I think the issue with hatch shell not resolving dependencies has to do with the python version because everything was working fine as of 3.11+

benoit74 commented 3 months ago

CI is passing, so configuration is OK and problem is definitely linked to your local environment.

It happens to me as well sometimes, solution I'm using for now is to cleanup hatch venv (delete the whole venv) and restart from a fresh one.

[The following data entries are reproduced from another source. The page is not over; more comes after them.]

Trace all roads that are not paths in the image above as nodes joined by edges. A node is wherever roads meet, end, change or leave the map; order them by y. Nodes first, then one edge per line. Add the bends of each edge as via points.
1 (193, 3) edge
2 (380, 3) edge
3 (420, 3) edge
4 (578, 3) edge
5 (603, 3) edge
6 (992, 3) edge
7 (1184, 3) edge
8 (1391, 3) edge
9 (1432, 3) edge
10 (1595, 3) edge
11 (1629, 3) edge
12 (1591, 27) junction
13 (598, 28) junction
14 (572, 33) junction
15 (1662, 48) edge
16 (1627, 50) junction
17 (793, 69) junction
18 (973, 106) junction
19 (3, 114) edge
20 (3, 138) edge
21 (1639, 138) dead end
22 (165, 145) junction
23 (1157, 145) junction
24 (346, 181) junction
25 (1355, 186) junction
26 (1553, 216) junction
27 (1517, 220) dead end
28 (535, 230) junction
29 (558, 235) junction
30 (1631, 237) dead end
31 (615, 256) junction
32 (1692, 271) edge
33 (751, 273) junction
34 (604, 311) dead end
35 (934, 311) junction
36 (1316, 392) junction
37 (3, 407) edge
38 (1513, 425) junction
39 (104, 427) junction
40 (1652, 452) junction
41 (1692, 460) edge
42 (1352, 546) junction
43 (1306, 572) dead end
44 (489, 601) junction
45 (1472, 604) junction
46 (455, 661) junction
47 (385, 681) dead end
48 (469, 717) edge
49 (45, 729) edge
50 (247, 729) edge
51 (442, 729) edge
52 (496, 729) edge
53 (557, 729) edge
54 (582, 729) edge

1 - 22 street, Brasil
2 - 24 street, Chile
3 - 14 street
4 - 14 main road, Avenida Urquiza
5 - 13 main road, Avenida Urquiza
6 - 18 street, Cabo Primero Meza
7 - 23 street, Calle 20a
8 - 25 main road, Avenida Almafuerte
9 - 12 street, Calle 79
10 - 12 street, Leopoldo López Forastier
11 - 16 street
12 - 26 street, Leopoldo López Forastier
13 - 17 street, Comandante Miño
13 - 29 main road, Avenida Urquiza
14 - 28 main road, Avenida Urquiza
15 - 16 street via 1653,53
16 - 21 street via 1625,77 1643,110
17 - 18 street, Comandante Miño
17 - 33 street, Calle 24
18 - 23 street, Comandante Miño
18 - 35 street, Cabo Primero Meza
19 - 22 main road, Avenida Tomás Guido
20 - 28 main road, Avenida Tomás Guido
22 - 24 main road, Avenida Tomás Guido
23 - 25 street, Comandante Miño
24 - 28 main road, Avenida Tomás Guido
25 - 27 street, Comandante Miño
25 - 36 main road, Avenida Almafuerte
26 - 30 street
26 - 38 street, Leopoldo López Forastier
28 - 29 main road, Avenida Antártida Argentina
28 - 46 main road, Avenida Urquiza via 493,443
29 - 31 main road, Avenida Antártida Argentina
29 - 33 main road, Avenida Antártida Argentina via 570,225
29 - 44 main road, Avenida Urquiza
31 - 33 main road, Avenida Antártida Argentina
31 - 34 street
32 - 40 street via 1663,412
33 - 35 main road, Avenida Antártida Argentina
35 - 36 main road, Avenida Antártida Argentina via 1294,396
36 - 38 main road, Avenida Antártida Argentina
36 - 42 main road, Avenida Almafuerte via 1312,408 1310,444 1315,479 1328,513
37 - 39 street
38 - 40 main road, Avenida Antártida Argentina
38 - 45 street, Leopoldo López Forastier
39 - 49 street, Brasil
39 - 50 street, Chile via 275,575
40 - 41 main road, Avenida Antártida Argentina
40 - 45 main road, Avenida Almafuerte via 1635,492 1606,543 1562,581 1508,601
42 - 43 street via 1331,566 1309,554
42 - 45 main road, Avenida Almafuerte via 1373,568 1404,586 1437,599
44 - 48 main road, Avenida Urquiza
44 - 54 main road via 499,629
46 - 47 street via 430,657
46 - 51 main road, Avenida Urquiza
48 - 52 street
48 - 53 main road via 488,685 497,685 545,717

elfkuzco commented 3 months ago

Here are also different json files of the videos with different flags supplied. The names of the files are descriptive of the flags supplied. playlist_without_languages.json playlist_with_languages_subtitles_all.json playlist_with_languages.json topics_without_languages.json topics_with_languages_subtitles_all.json topics_with_languages.json

benoit74 commented 3 months ago

Thank you, looks promising. Unfortunately I won't be able to review it today, I have other matter to finish and starting tomorrow I'm on holidays till Thursday next week. Do not expect a quick feedback, sorry about that, I promise I will have a look at it next week.

benoit74 commented 3 months ago

I forgot to force-push my changes with the squash and CHANGELOG ... I've canceled the merge manually with a force push and opened https://github.com/openzim/ted/pull/176 to merge properly ...

elfkuzco commented 3 months ago

Okay